Collected data
----
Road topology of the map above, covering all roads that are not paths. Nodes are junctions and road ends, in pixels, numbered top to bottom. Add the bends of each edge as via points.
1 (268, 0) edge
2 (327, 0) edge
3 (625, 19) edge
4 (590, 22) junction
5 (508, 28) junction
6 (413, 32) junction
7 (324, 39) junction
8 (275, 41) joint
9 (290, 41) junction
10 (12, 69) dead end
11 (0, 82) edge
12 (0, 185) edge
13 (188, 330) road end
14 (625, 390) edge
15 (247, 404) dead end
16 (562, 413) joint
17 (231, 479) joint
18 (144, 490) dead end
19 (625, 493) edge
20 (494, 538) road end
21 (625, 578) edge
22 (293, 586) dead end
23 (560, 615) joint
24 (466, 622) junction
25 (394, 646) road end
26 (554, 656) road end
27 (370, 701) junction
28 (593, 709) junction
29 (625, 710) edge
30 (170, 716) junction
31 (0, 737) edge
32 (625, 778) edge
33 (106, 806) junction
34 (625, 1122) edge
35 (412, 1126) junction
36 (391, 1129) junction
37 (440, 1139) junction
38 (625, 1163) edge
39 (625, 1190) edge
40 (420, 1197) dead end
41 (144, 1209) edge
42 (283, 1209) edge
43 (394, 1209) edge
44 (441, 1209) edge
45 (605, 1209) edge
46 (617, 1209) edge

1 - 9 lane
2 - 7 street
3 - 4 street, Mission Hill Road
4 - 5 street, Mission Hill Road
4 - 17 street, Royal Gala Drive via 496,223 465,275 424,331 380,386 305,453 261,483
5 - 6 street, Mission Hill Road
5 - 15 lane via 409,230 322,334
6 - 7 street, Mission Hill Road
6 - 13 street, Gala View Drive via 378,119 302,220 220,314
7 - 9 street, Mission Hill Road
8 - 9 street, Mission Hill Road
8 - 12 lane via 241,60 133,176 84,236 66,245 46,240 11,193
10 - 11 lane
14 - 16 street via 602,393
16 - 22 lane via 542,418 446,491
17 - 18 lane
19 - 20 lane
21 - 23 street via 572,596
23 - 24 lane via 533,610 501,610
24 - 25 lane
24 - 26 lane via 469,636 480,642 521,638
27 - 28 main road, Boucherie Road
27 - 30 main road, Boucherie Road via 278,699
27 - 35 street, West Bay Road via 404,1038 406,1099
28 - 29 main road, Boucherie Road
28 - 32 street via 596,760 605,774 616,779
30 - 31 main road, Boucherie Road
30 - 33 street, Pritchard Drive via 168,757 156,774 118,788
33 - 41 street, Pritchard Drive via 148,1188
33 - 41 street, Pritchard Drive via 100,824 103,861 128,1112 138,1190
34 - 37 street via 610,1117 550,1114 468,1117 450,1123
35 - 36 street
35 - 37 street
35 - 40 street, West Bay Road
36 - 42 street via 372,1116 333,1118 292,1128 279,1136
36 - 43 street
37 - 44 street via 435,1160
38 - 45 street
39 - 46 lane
----
• The problem
Copy out, from the records above, every line that holds the string "Mission".

• Answer to the problem
3 - 4 street, Mission Hill Road
4 - 5 street, Mission Hill Road
5 - 6 street, Mission Hill Road
6 - 7 street, Mission Hill Road
7 - 9 street, Mission Hill Road
8 - 9 street, Mission Hill Road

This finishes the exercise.